The Americans did this to Target, Budweiser.
Let’s do it here.
The time for bleating is over.
Action.
If they only pursued profit and they were denied the abiloity to restrict competition all would be well.
The problem as I see it is the management have taken up woke policies as their own and they impose them on the businesses they are meant to run on behalf of shareholders. The management enjoys the benefit of large salaries and the woke policies they impose are applauded by some of their staff and customers while the rest are cowed into silence by the MSM and litigation assault on common sense. Their friends coo when they hear how this celeb or that has had his/her account closed and they dribble with excitement when they see rainbows over the buildings all the better to support the manager’s ego.
Surely, surely it is clear you go broke if you go woke, consider Bud-Lite for just one example.

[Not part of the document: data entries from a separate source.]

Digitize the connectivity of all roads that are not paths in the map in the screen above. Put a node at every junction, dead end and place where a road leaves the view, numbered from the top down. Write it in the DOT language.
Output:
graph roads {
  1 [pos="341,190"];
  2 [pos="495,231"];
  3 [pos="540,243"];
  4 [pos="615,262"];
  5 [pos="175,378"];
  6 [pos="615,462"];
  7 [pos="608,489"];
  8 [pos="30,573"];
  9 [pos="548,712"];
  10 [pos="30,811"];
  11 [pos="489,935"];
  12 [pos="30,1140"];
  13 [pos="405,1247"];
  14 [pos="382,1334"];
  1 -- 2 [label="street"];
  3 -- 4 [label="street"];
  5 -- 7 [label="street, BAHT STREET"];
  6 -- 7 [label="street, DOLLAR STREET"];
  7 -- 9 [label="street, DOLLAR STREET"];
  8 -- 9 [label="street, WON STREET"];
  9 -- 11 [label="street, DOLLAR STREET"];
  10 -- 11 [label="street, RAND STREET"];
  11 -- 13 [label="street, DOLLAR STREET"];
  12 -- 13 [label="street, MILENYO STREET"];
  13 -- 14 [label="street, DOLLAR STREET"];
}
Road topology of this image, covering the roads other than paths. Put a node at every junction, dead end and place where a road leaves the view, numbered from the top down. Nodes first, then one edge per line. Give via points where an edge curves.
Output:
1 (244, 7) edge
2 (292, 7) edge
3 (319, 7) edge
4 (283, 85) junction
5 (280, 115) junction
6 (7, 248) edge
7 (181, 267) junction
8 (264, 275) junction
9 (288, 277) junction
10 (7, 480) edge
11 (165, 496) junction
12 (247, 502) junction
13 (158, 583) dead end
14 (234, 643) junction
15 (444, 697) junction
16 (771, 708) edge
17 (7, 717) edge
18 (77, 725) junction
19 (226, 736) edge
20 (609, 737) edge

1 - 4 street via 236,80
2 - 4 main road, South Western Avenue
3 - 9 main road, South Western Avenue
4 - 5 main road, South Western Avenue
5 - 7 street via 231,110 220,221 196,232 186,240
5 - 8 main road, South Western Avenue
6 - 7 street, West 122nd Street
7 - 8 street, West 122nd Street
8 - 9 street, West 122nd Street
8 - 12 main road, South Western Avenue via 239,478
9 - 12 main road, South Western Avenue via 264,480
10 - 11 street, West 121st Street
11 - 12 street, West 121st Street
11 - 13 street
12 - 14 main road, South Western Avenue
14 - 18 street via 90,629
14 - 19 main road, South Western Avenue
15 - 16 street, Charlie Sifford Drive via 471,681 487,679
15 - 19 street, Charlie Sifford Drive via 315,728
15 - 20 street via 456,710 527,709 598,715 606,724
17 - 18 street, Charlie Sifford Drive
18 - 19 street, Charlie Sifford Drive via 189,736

And…
“Virtue is more to be feared than vice, because its excesses are not subject to the regulation of conscience”
Adam Smith
The original, German, form of stakeholder capitalism, which Will Hutton, Klaus&co so revere and which ESG claims to be about, was just about some nominal worker representation on large companies boards and, above all, about sponsoring the local football club.
Go figure.
I see McDonald’s have removed the ESG from its livery. Silent tills scare these box ticking woke corporations. Bud Light anyone?😁
The WEF Puppets “leading” the Not-a-Conservative-Party and Not-a-Labour-Party won’t do anything to stop this.
It’s what Klaus and the Davos Deviants want …. and what they want, the Puppets deliver.
Consumers will have to boycott the companies who push the ESG Agenda, but not enough are aware/engaged to really make an impact.
I’m now boycotting Costa Coffee, but when I walk past the one in my local High St, it still has plenty of customers …. and that’s in a small tourist-friendly town which has about 10 coffee shops to choose from.
Remeber thta Costa is owned by Coca-Cola
Never touch the stuff.
We fought the Nazis, we won the cold war, now complacency about those hard won freedoms is leading us to forget what freedom actually is. We are now turning into the regimes we defeated. We defeat ourselves not with bombs and guns but by inverted morality and pompous virtue signalling.
What is B Corp anyway, What authority does it have? Is it a company, a charity, or purely a lobbying organisation? If the latter, how and why are large commercial enterprises so deferential, why don’t they ask them to clear off?
Corporate Wokeness, ESG, etc are efforts to get back to the old days, when production was based on what the elites decreed, not on the preferences of hoi polloi.